-- Opening Marker --
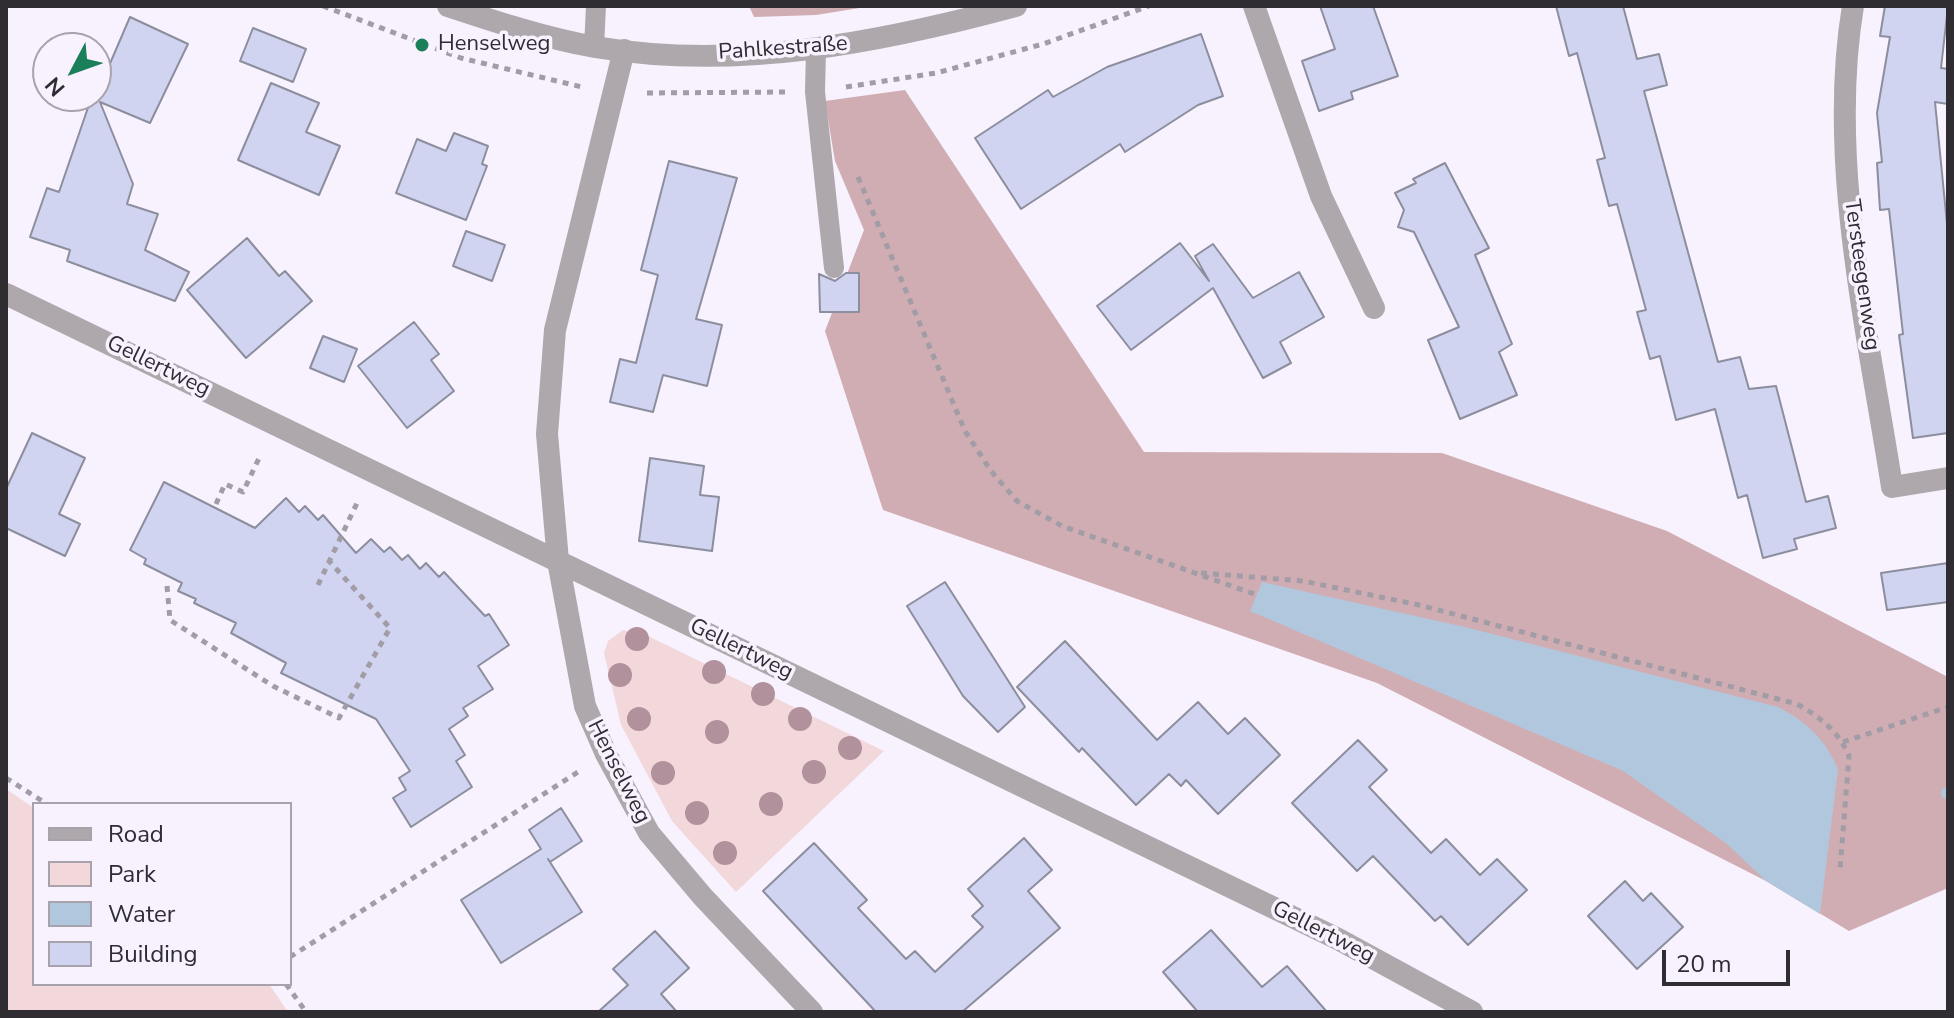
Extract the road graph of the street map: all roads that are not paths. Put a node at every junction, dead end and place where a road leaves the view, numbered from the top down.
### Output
1 (448, 6) edge
2 (596, 6) edge
3 (1016, 6) edge
4 (1254, 6) edge
5 (1853, 6) edge
6 (594, 47) junction
7 (624, 50) junction
8 (816, 50) junction
9 (834, 268) dead end
10 (6, 294) edge
11 (1374, 308) dead end
12 (1948, 478) edge
13 (558, 561) junction
14 (812, 1012) edge
15 (1472, 1012) edge

1 - 6 street, Pahlkestraße
2 - 6 lane
3 - 8 street, Pahlkestraße
4 - 11 street
5 - 12 street, Tersteegenweg
6 - 7 street, Pahlkestraße
7 - 8 street, Pahlkestraße
7 - 13 street, Henselweg
8 - 9 lane
10 - 13 street, Gellertweg
13 - 14 street, Henselweg
13 - 15 street, Gellertweg

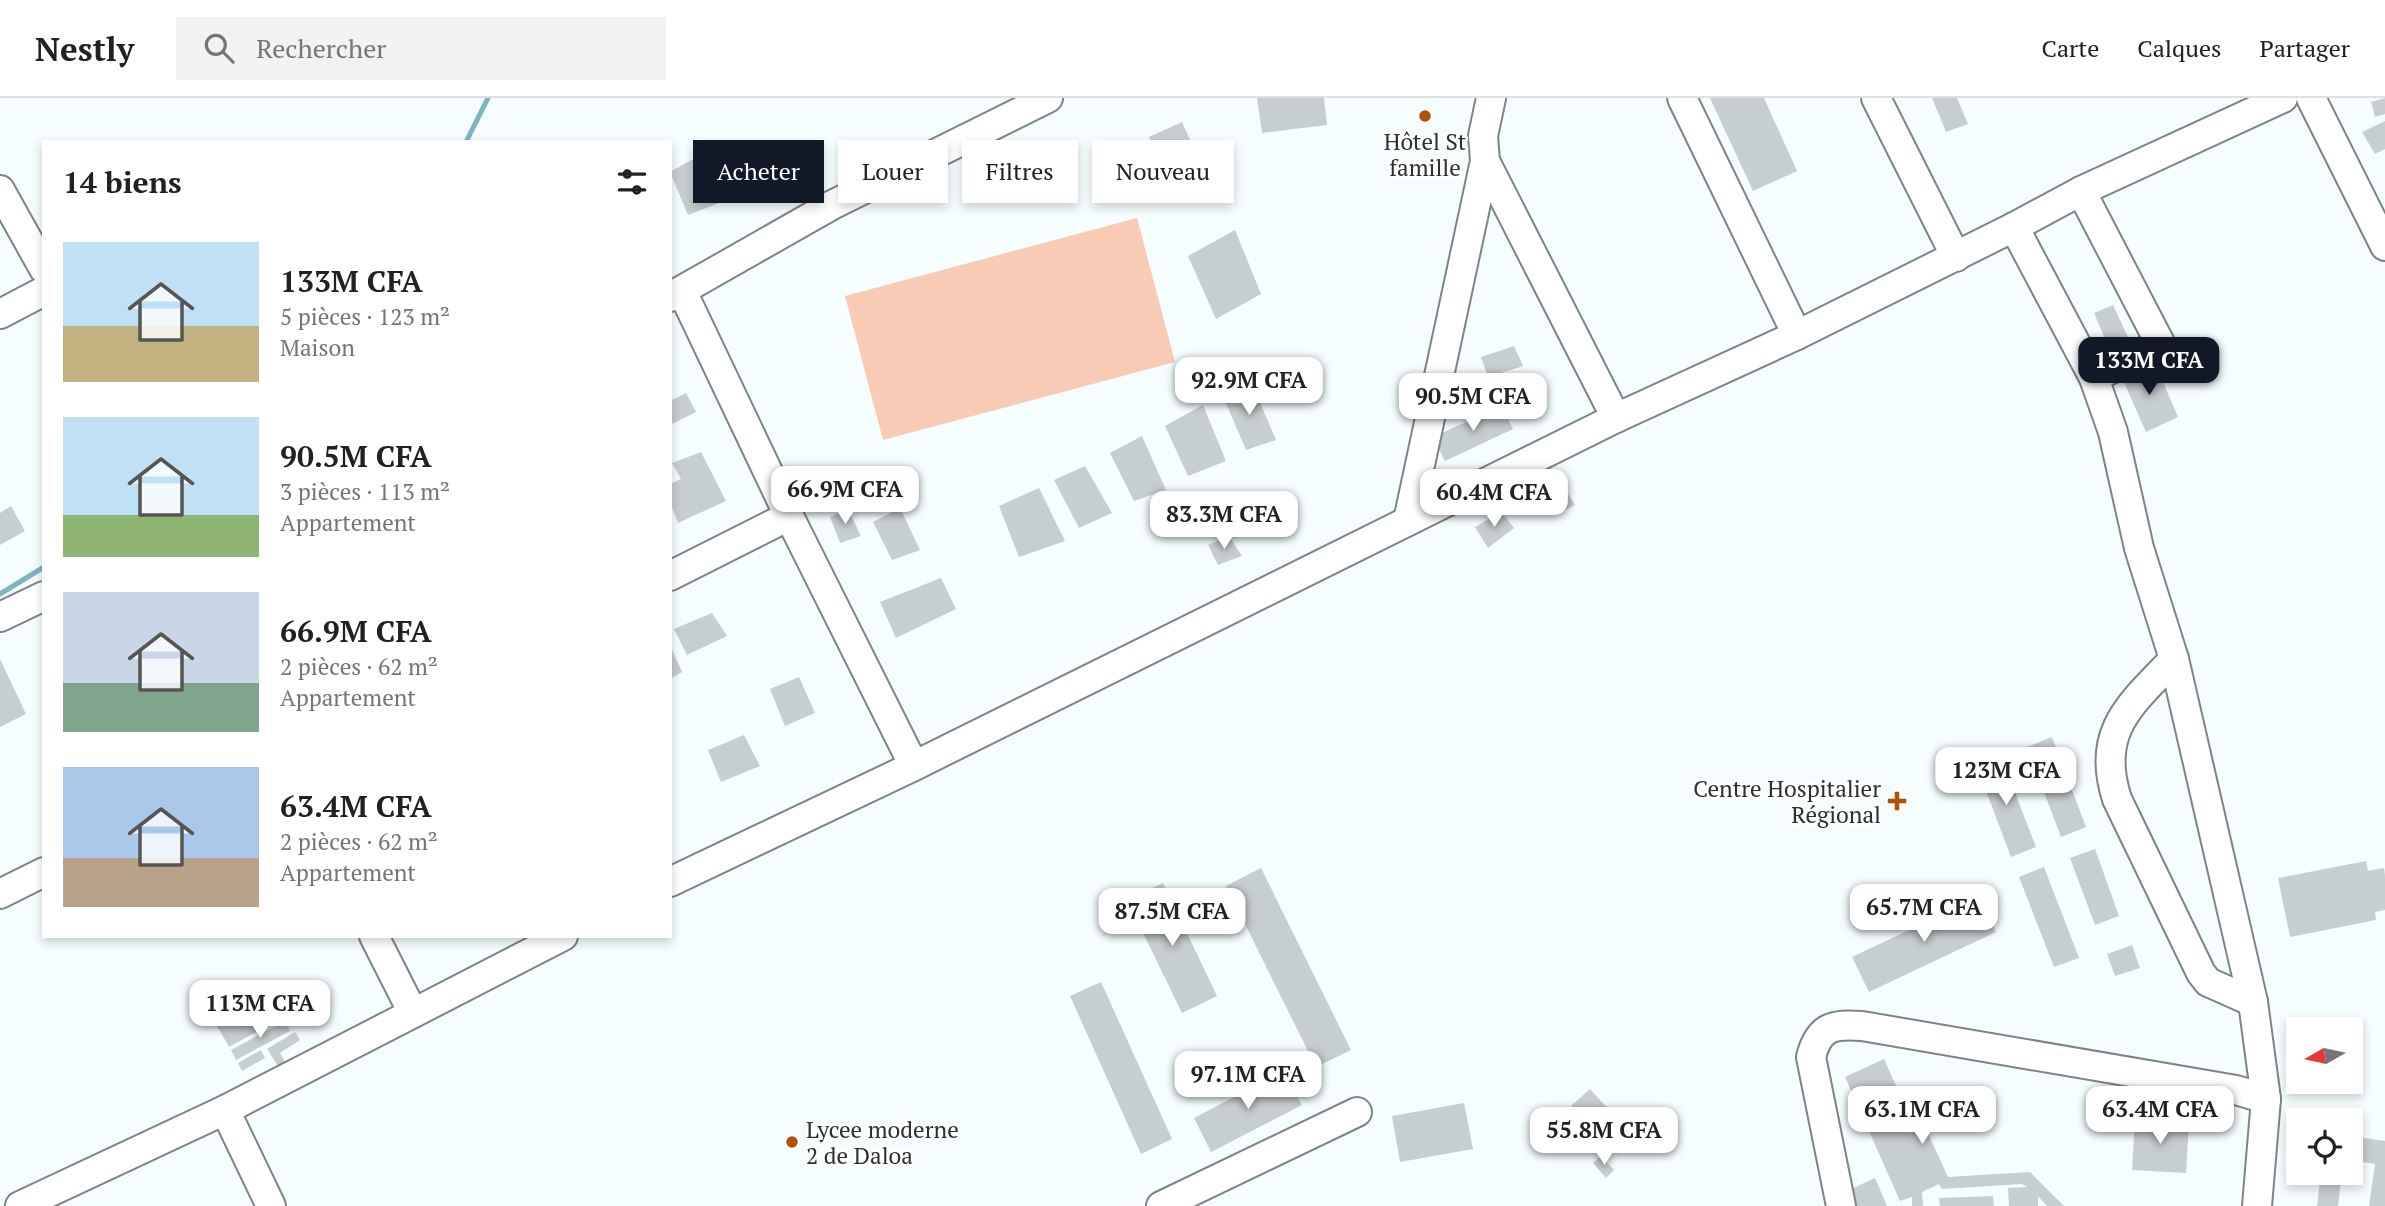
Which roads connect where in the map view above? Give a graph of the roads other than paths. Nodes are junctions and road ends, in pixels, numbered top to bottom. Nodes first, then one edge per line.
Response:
1 (1048, 98) edge
2 (1491, 98) edge
3 (1682, 98) edge
4 (1876, 98) edge
5 (2283, 98) edge
6 (2311, 98) edge
7 (1485, 161) junction
8 (0, 190) edge
9 (2081, 191) junction
10 (2014, 227) junction
11 (2385, 246) edge
12 (1956, 257) junction
13 (42, 266) edge
14 (42, 292) edge
15 (676, 294) edge
16 (0, 314) edge
17 (1797, 335) junction
18 (2094, 378) junction
19 (1616, 418) junction
20 (789, 516) junction
21 (1408, 521) junction
22 (672, 575) edge
23 (42, 597) edge
24 (0, 617) edge
25 (2174, 659) junction
26 (914, 766) junction
27 (42, 873) edge
28 (672, 881) edge
29 (0, 894) edge
30 (375, 938) edge
31 (559, 938) edge
32 (2253, 1002) junction
33 (413, 1013) junction
34 (2266, 1099) junction
35 (225, 1110) junction
36 (1357, 1112) dead end
37 (20, 1206) edge
38 (271, 1206) edge
39 (1161, 1206) edge
40 (1841, 1206) edge
41 (2257, 1206) edge

1 - 15 street
2 - 7 street
3 - 17 street
4 - 12 street
5 - 9 street
6 - 11 street
7 - 19 street
7 - 21 street
8 - 13 street
9 - 10 street
9 - 18 street
10 - 12 street
10 - 18 street
12 - 17 street
14 - 16 street
15 - 20 street
17 - 19 street
18 - 25 street
19 - 21 street
20 - 22 street
20 - 26 street
21 - 26 street
23 - 24 street
25 - 32 street
25 - 32 street
26 - 28 street
27 - 29 street
30 - 33 street
31 - 33 street
32 - 34 street
33 - 35 street
34 - 40 street
34 - 41 street
35 - 37 street
35 - 38 street
36 - 39 street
-- Closing Marker --
Exercise brief :: Would you please set down the listing above exactly, minus its images?

Answer for this exercise ::
Extract the road graph of the street map: all roads that are not paths. Put a node at every junction, dead end and place where a road leaves the view, numbered from the top down.
### Output
1 (448, 6) edge
2 (596, 6) edge
3 (1016, 6) edge
4 (1254, 6) edge
5 (1853, 6) edge
6 (594, 47) junction
7 (624, 50) junction
8 (816, 50) junction
9 (834, 268) dead end
10 (6, 294) edge
11 (1374, 308) dead end
12 (1948, 478) edge
13 (558, 561) junction
14 (812, 1012) edge
15 (1472, 1012) edge

1 - 6 street, Pahlkestraße
2 - 6 lane
3 - 8 street, Pahlkestraße
4 - 11 street
5 - 12 street, Tersteegenweg
6 - 7 street, Pahlkestraße
7 - 8 street, Pahlkestraße
7 - 13 street, Henselweg
8 - 9 lane
10 - 13 street, Gellertweg
13 - 14 street, Henselweg
13 - 15 street, Gellertweg

Which roads connect where in the map view above? Give a graph of the roads other than paths. Nodes are junctions and road ends, in pixels, numbered top to bottom. Nodes first, then one edge per line.
Response:
1 (1048, 98) edge
2 (1491, 98) edge
3 (1682, 98) edge
4 (1876, 98) edge
5 (2283, 98) edge
6 (2311, 98) edge
7 (1485, 161) junction
8 (0, 190) edge
9 (2081, 191) junction
10 (2014, 227) junction
11 (2385, 246) edge
12 (1956, 257) junction
13 (42, 266) edge
14 (42, 292) edge
15 (676, 294) edge
16 (0, 314) edge
17 (1797, 335) junction
18 (2094, 378) junction
19 (1616, 418) junction
20 (789, 516) junction
21 (1408, 521) junction
22 (672, 575) edge
23 (42, 597) edge
24 (0, 617) edge
25 (2174, 659) junction
26 (914, 766) junction
27 (42, 873) edge
28 (672, 881) edge
29 (0, 894) edge
30 (375, 938) edge
31 (559, 938) edge
32 (2253, 1002) junction
33 (413, 1013) junction
34 (2266, 1099) junction
35 (225, 1110) junction
36 (1357, 1112) dead end
37 (20, 1206) edge
38 (271, 1206) edge
39 (1161, 1206) edge
40 (1841, 1206) edge
41 (2257, 1206) edge

1 - 15 street
2 - 7 street
3 - 17 street
4 - 12 street
5 - 9 street
6 - 11 street
7 - 19 street
7 - 21 street
8 - 13 street
9 - 10 street
9 - 18 street
10 - 12 street
10 - 18 street
12 - 17 street
14 - 16 street
15 - 20 street
17 - 19 street
18 - 25 street
19 - 21 street
20 - 22 street
20 - 26 street
21 - 26 street
23 - 24 street
25 - 32 street
25 - 32 street
26 - 28 street
27 - 29 street
30 - 33 street
31 - 33 street
32 - 34 street
33 - 35 street
34 - 40 street
34 - 41 street
35 - 37 street
35 - 38 street
36 - 39 street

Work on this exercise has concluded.